First of as I have said. If a hacker wants your files its gonna be vastly easier to hack your PC than it would be to hack Dropbox. Now if your the kind of person who uses low strength passwords like your surname or even passwords like "password" I have seen people use password hints telling them what their password is. 

Also got luck hacking Dropbox when you use their 2 step verification. They send a text to the phone you have with a code. This code changes every time you log in. 

So not only would you need the username and password you would also need the cell phone owned by this account. 

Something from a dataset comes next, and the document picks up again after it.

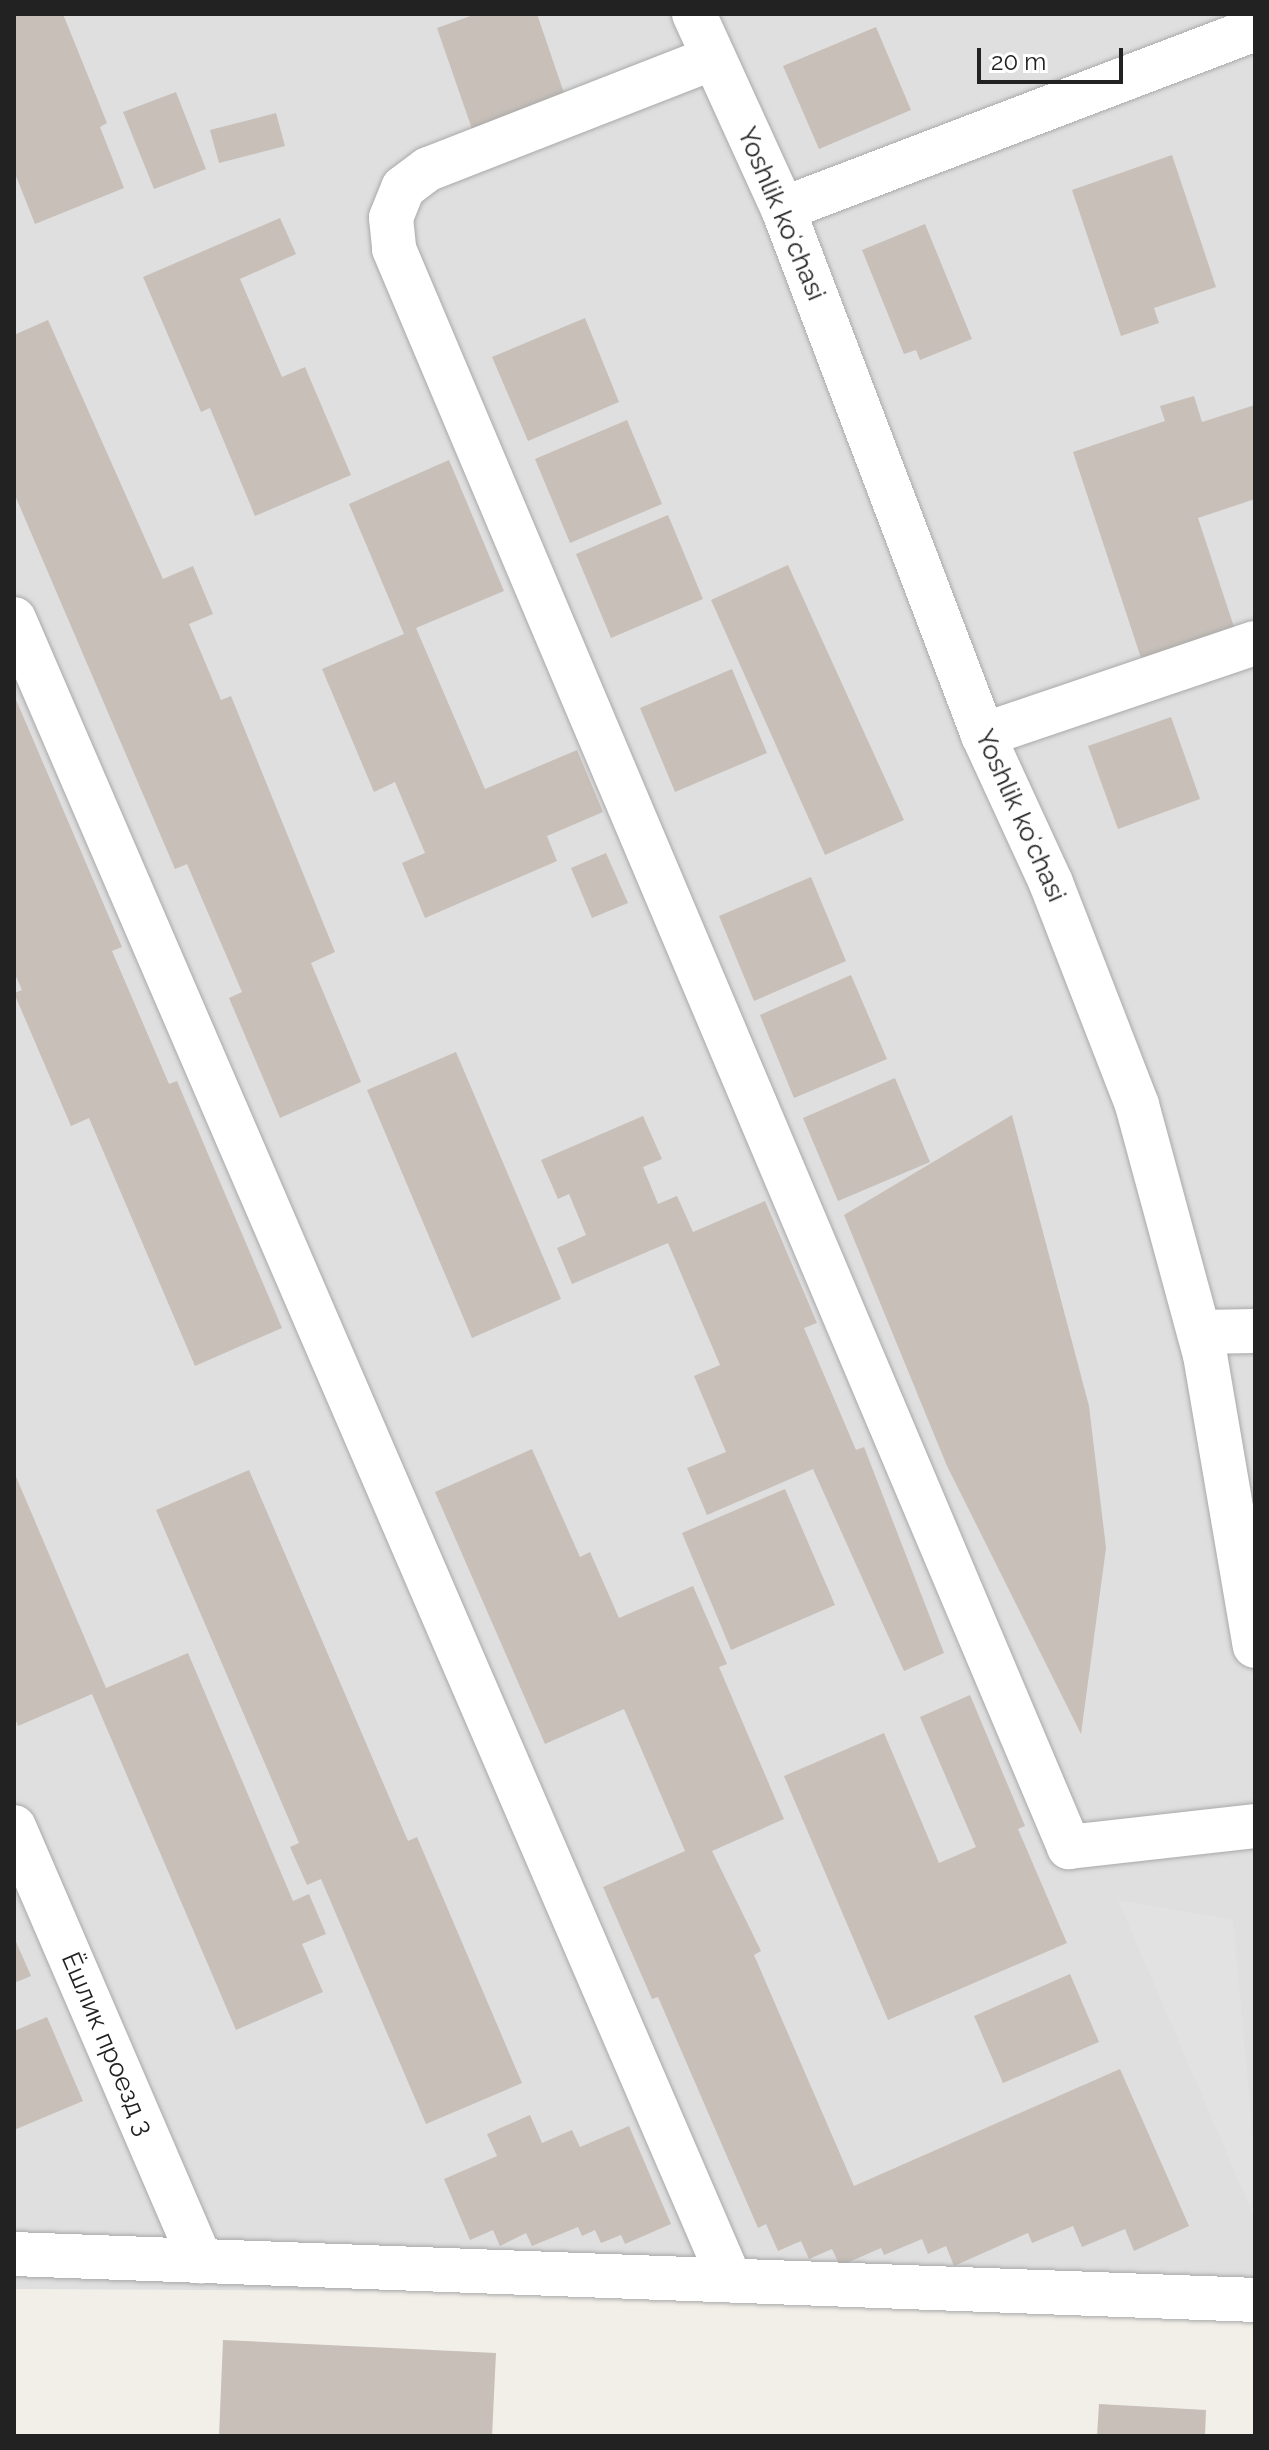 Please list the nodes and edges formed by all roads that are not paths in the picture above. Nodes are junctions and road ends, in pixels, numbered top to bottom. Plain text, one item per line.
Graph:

Did you hear about the backdoor the NSA have built into all desktop CPU's. I think it was snowden who released this info. Its would take the NSA hundreds of years to crack 256bit encryption on just one file. But why do that when you have 24/7 access to every PC connected to the net with a click of a button.


----------



## Spencer (Jul 6, 2005)

pcplumber said:


> The following paragraph is written by Dropbox. It says their employees are prohibited from viewing content in your files. This tells me that they have the ability to view your files and it doesn't say they don't have the ability to view your files. I don't see anything here that tells me that encryption inhibits their ability to view your files. Then, it says they will view your files when legally required to do so. I suppose that means when our government tells them to produce your files even without a court order. Here is the best reason I would never use Dropbox. It is because you may get sued by someone and their attorney subpoenas Dropbox to produce copies of all your files and these include files you thought you deleted. Now, attorneys, the courts, your plaintiff and the entire world has access to things they never knew about, things they had no reason to know and things that could be detrimental.
> 
> FROM DROPBOX:
> Other Dropbox users can't see your files in Dropbox unless you deliberately share links to files or share folders. Dropbox employees are prohibited from viewing the content of files you store in your account. Employees may access file metadata (e.g., file names and locations) when they have a legitimate reason, like providing technical support. Like most online services, we have a small number of employees who must be able to access user data for the reasons stated in our privacy policy (e.g., when legally required to do so). But that's the rare exception, not the rule. We have strict policy and technical access controls that prohibit employee access except in these rare circumstances. In addition, we employ a number of physical, technical, and heuristic security measures to protect user information from unauthorized access.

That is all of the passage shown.